REQUIRED ACTION: Write out the entire listing below exactly, with the pictures left out.

PROVIDED RECORDS:
_____

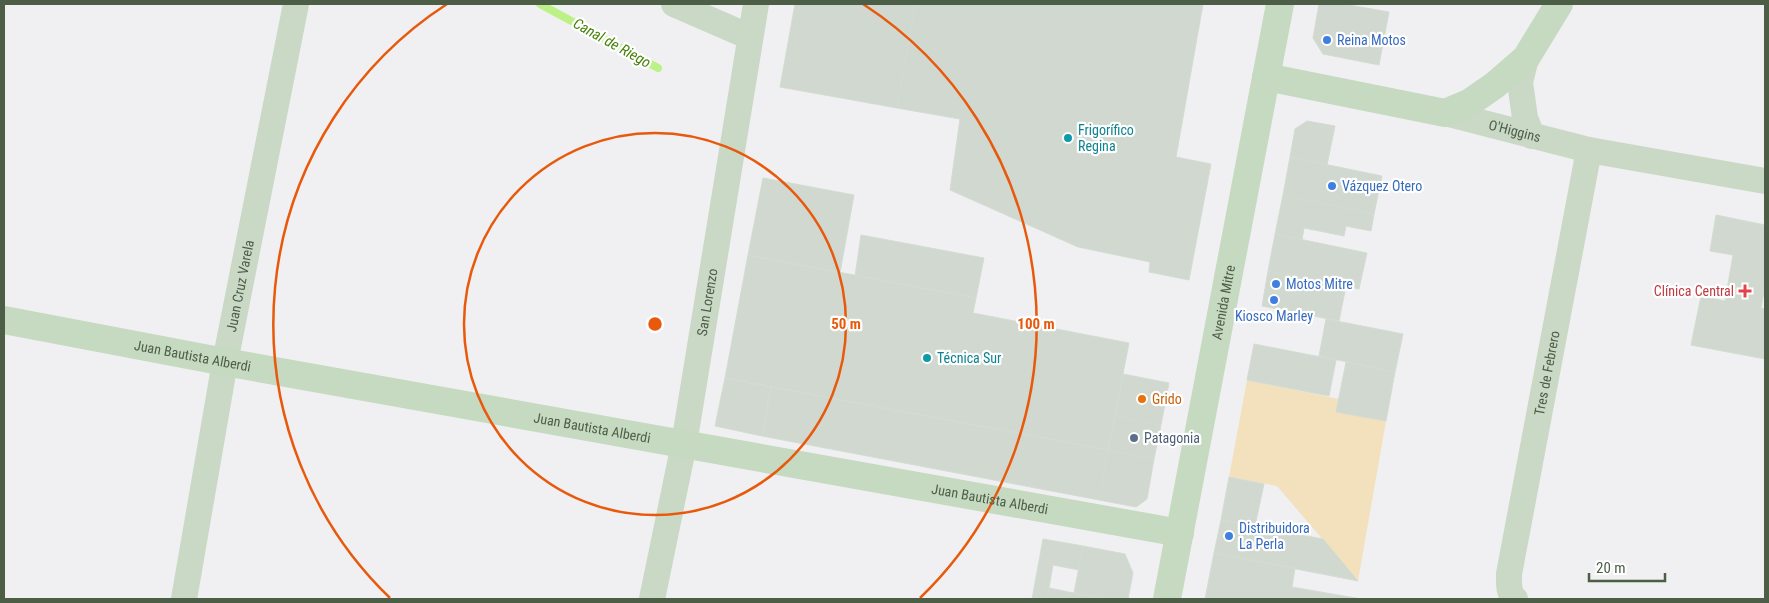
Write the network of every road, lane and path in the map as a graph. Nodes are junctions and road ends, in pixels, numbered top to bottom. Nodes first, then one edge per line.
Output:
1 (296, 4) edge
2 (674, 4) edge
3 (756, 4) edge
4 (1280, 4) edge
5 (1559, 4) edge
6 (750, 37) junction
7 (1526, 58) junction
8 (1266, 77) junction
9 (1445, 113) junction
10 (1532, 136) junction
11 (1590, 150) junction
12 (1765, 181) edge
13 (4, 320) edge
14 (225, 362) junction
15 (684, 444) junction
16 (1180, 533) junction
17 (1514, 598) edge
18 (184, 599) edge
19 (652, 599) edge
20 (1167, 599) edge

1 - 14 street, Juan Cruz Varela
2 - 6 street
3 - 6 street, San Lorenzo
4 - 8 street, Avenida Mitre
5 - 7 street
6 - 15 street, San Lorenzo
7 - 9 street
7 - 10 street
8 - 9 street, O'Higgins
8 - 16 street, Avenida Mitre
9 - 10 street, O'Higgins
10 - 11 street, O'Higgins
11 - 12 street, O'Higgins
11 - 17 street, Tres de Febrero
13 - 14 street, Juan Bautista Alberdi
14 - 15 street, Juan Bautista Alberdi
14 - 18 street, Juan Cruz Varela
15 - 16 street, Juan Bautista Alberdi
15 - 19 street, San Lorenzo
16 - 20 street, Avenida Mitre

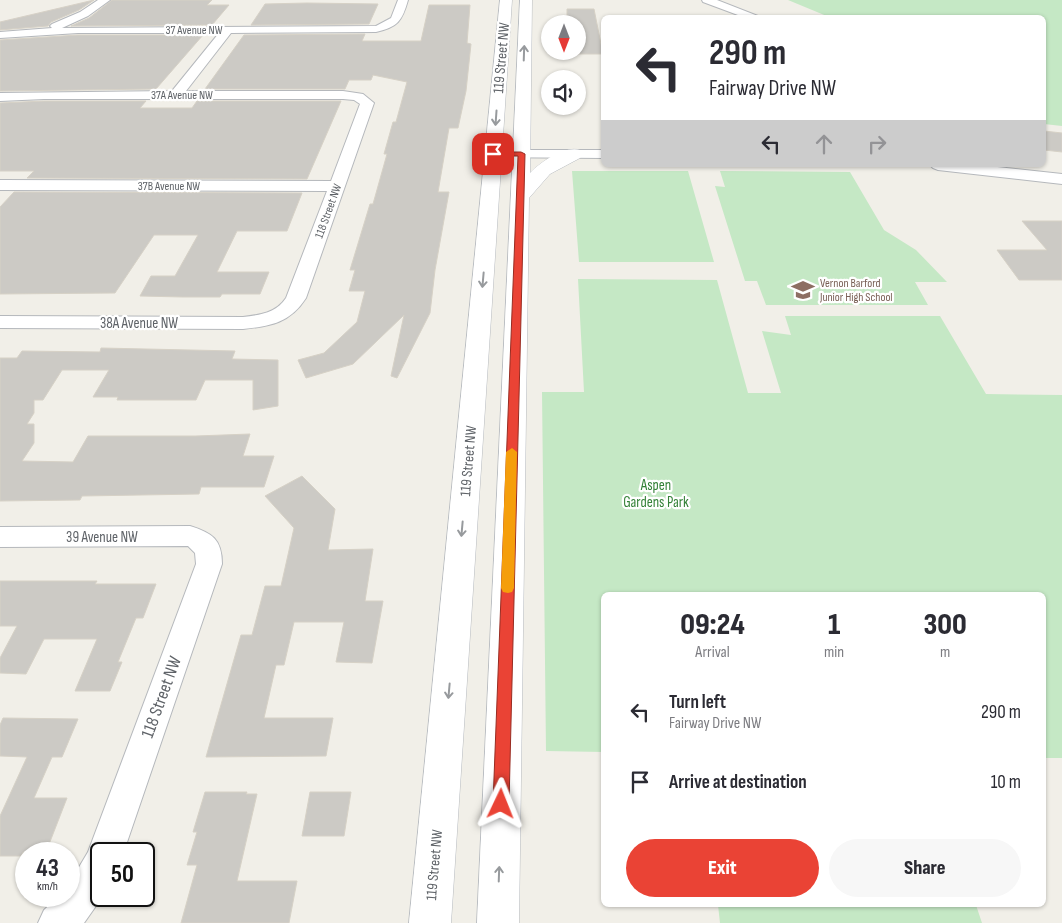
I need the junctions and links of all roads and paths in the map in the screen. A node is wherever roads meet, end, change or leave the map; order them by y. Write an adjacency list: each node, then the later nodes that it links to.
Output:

_____

RESPONSE TO THIS EXERCISE:
Write the network of every road, lane and path in the map as a graph. Nodes are junctions and road ends, in pixels, numbered top to bottom. Nodes first, then one edge per line.
Output:
1 (296, 4) edge
2 (674, 4) edge
3 (756, 4) edge
4 (1280, 4) edge
5 (1559, 4) edge
6 (750, 37) junction
7 (1526, 58) junction
8 (1266, 77) junction
9 (1445, 113) junction
10 (1532, 136) junction
11 (1590, 150) junction
12 (1765, 181) edge
13 (4, 320) edge
14 (225, 362) junction
15 (684, 444) junction
16 (1180, 533) junction
17 (1514, 598) edge
18 (184, 599) edge
19 (652, 599) edge
20 (1167, 599) edge

1 - 14 street, Juan Cruz Varela
2 - 6 street
3 - 6 street, San Lorenzo
4 - 8 street, Avenida Mitre
5 - 7 street
6 - 15 street, San Lorenzo
7 - 9 street
7 - 10 street
8 - 9 street, O'Higgins
8 - 16 street, Avenida Mitre
9 - 10 street, O'Higgins
10 - 11 street, O'Higgins
11 - 12 street, O'Higgins
11 - 17 street, Tres de Febrero
13 - 14 street, Juan Bautista Alberdi
14 - 15 street, Juan Bautista Alberdi
14 - 18 street, Juan Cruz Varela
15 - 16 street, Juan Bautista Alberdi
15 - 19 street, San Lorenzo
16 - 20 street, Avenida Mitre

I need the junctions and links of all roads and paths in the map in the screen. A node is wherever roads meet, end, change or leave the map; order them by y. Write an adjacency list: each node, then the later nodes that it links to.
Output:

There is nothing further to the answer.